(PROBLEM TO WORK ON)
Each record below needs to be reproduced precisely, though not its pictures.
━━ PROVIDED RECORDS
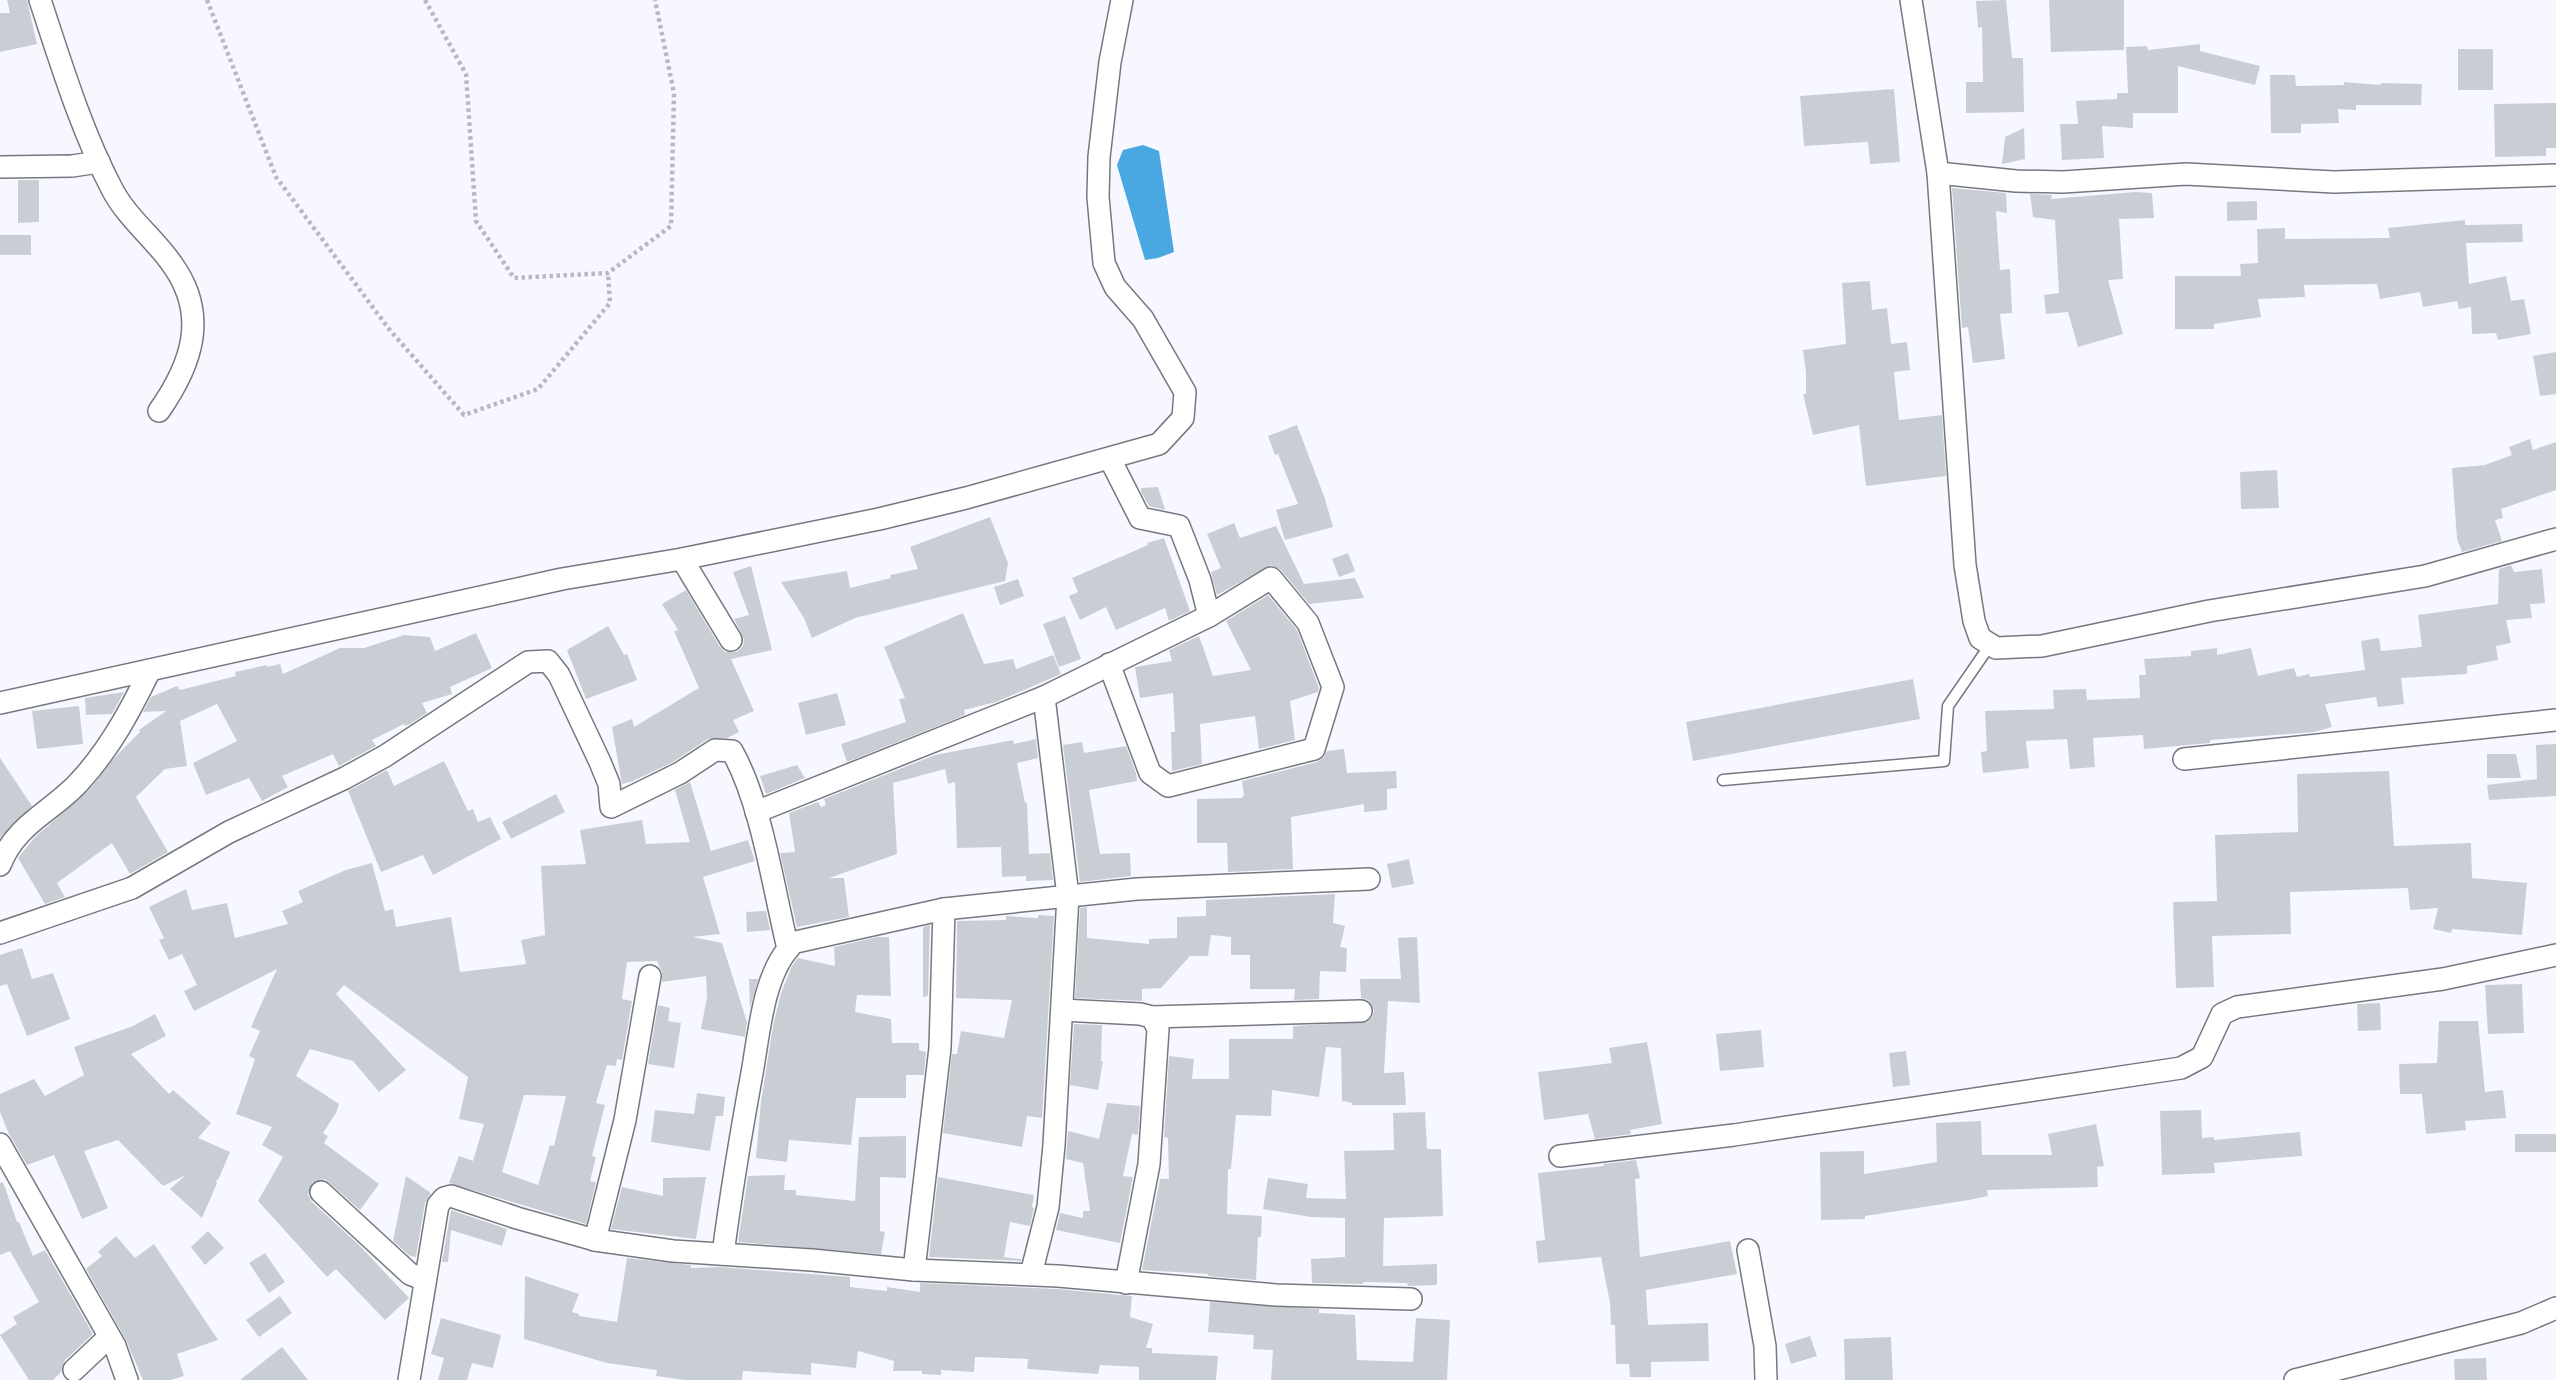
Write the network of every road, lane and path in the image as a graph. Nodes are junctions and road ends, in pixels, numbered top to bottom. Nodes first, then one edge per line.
1 (40, 0) edge
2 (207, 0) edge
3 (425, 0) edge
4 (655, 0) edge
5 (1122, 0) edge
6 (1911, 0) edge
7 (99, 162) junction
8 (0, 167) edge
9 (1938, 173) junction
10 (2556, 175) edge
11 (608, 273) junction
12 (159, 411) dead end
13 (1110, 459) junction
14 (2556, 540) edge
15 (682, 559) junction
16 (1209, 616) junction
17 (731, 640) dead end
18 (1990, 645) junction
19 (1110, 664) junction
20 (150, 670) junction
21 (1044, 697) junction
22 (0, 703) edge
23 (2556, 720) edge
24 (2184, 759) dead end
25 (1723, 780) dead end
26 (755, 812) junction
27 (0, 865) edge
28 (1368, 879) dead end
29 (1068, 896) junction
30 (944, 909) junction
31 (0, 933) edge
32 (787, 944) junction
33 (2556, 955) edge
34 (650, 976) dead end
35 (1062, 1010) junction
36 (1360, 1011) dead end
37 (1152, 1017) junction
38 (0, 1144) edge
39 (1560, 1156) dead end
40 (321, 1192) dead end
41 (595, 1240) junction
42 (1748, 1250) dead end
43 (723, 1254) junction
44 (914, 1270) junction
45 (1031, 1274) junction
46 (425, 1280) junction
47 (1126, 1283) junction
48 (1411, 1299) dead end
49 (2556, 1308) edge
50 (109, 1337) junction
51 (74, 1370) dead end
52 (127, 1380) edge
53 (409, 1380) edge
54 (1766, 1380) edge
55 (2295, 1380) edge

1 - 7 street
2 - 11 path
3 - 11 path
4 - 11 path
5 - 13 street
6 - 9 street
7 - 8 street
7 - 12 street
9 - 10 street
9 - 18 street
13 - 15 street
13 - 16 street
14 - 18 street
15 - 17 street
15 - 20 street
16 - 19 street
16 - 19 street
18 - 25 lane
19 - 21 street
20 - 22 street
20 - 27 street
21 - 26 street
21 - 29 street
23 - 24 street
26 - 31 street
26 - 32 street
28 - 29 street
29 - 30 street
29 - 35 street
30 - 32 street
30 - 44 street
32 - 43 street
33 - 39 street
34 - 41 street
35 - 37 street
35 - 45 street
36 - 37 street
37 - 47 street
38 - 50 street
40 - 46 street
41 - 43 street
41 - 46 street
42 - 54 street
43 - 44 street
44 - 45 street
45 - 47 street
46 - 53 street
47 - 48 street
49 - 55 street
50 - 51 street
50 - 52 street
━━━━
(WRITTEN RESPONSE)
Write the network of every road, lane and path in the image as a graph. Nodes are junctions and road ends, in pixels, numbered top to bottom. Nodes first, then one edge per line.
1 (40, 0) edge
2 (207, 0) edge
3 (425, 0) edge
4 (655, 0) edge
5 (1122, 0) edge
6 (1911, 0) edge
7 (99, 162) junction
8 (0, 167) edge
9 (1938, 173) junction
10 (2556, 175) edge
11 (608, 273) junction
12 (159, 411) dead end
13 (1110, 459) junction
14 (2556, 540) edge
15 (682, 559) junction
16 (1209, 616) junction
17 (731, 640) dead end
18 (1990, 645) junction
19 (1110, 664) junction
20 (150, 670) junction
21 (1044, 697) junction
22 (0, 703) edge
23 (2556, 720) edge
24 (2184, 759) dead end
25 (1723, 780) dead end
26 (755, 812) junction
27 (0, 865) edge
28 (1368, 879) dead end
29 (1068, 896) junction
30 (944, 909) junction
31 (0, 933) edge
32 (787, 944) junction
33 (2556, 955) edge
34 (650, 976) dead end
35 (1062, 1010) junction
36 (1360, 1011) dead end
37 (1152, 1017) junction
38 (0, 1144) edge
39 (1560, 1156) dead end
40 (321, 1192) dead end
41 (595, 1240) junction
42 (1748, 1250) dead end
43 (723, 1254) junction
44 (914, 1270) junction
45 (1031, 1274) junction
46 (425, 1280) junction
47 (1126, 1283) junction
48 (1411, 1299) dead end
49 (2556, 1308) edge
50 (109, 1337) junction
51 (74, 1370) dead end
52 (127, 1380) edge
53 (409, 1380) edge
54 (1766, 1380) edge
55 (2295, 1380) edge

1 - 7 street
2 - 11 path
3 - 11 path
4 - 11 path
5 - 13 street
6 - 9 street
7 - 8 street
7 - 12 street
9 - 10 street
9 - 18 street
13 - 15 street
13 - 16 street
14 - 18 street
15 - 17 street
15 - 20 street
16 - 19 street
16 - 19 street
18 - 25 lane
19 - 21 street
20 - 22 street
20 - 27 street
21 - 26 street
21 - 29 street
23 - 24 street
26 - 31 street
26 - 32 street
28 - 29 street
29 - 30 street
29 - 35 street
30 - 32 street
30 - 44 street
32 - 43 street
33 - 39 street
34 - 41 street
35 - 37 street
35 - 45 street
36 - 37 street
37 - 47 street
38 - 50 street
40 - 46 street
41 - 43 street
41 - 46 street
42 - 54 street
43 - 44 street
44 - 45 street
45 - 47 street
46 - 53 street
47 - 48 street
49 - 55 street
50 - 51 street
50 - 52 street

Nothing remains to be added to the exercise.